Data entries
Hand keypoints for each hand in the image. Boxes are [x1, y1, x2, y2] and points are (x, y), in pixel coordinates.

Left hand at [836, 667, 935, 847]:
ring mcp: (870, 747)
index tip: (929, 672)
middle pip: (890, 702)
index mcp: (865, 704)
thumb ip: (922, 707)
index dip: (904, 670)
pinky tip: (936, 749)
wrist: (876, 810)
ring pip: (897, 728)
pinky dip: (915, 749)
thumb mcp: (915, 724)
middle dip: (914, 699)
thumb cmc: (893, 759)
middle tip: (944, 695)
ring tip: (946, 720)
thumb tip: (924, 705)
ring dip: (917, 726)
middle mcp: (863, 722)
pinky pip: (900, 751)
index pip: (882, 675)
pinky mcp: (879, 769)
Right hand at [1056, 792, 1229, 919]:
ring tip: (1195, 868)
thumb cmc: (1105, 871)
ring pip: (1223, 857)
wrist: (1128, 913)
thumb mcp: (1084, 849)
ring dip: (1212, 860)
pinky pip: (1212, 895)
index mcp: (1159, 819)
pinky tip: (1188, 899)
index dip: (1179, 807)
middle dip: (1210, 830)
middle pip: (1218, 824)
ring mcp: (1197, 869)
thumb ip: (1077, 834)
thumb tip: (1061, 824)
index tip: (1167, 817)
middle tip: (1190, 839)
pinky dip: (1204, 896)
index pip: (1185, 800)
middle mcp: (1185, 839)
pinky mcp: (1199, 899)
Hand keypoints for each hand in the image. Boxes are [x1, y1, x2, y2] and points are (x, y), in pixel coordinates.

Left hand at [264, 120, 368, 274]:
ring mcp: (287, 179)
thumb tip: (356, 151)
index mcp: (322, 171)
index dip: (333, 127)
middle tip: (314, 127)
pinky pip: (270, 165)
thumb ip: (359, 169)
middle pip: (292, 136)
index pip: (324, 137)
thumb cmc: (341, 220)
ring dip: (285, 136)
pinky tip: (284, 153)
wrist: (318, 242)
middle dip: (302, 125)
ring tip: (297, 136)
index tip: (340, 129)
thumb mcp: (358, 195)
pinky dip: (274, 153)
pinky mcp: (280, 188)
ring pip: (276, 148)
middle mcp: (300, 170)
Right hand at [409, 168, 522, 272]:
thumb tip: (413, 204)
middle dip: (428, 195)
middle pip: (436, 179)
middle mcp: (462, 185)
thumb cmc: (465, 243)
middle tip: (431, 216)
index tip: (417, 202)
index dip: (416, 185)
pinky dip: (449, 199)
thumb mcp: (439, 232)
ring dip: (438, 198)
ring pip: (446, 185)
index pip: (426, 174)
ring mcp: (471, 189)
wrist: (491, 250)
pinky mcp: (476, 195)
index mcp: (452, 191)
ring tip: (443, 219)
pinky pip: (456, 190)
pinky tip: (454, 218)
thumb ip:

REQUIRED WORK>
Repeat each line of the data above, exactly as it appears, from the first through the line that contains "index tip: (1167, 817)".

THE ANSWER>
Hand keypoints for each hand in the image. Boxes are [x1, y1, x2, y2] and points are (x, y), in pixel coordinates.

Left hand at [836, 667, 935, 847]:
ring mcp: (870, 747)
index tip: (929, 672)
middle pip: (890, 702)
index mcp: (865, 704)
thumb ip: (922, 707)
index dip: (904, 670)
pinky tip: (936, 749)
wrist: (876, 810)
ring pip: (897, 728)
pinky dip: (915, 749)
thumb mcp: (915, 724)
middle dip: (914, 699)
thumb cmc: (893, 759)
middle tip: (944, 695)
ring tip: (946, 720)
thumb tip: (924, 705)
ring dip: (917, 726)
middle mcp: (863, 722)
pinky pip: (900, 751)
index pip: (882, 675)
pinky mcp: (879, 769)
Right hand at [1056, 792, 1229, 919]:
ring tip: (1195, 868)
thumb cmc: (1105, 871)
ring pip: (1223, 857)
wrist: (1128, 913)
thumb mcp: (1084, 849)
ring dip: (1212, 860)
pinky pip: (1212, 895)
index mcp: (1159, 819)
pinky tip: (1188, 899)
index dip: (1179, 807)
middle dip: (1210, 830)
middle pip: (1218, 824)
ring mcp: (1197, 869)
thumb ip: (1077, 834)
thumb tip: (1061, 824)
index tip: (1167, 817)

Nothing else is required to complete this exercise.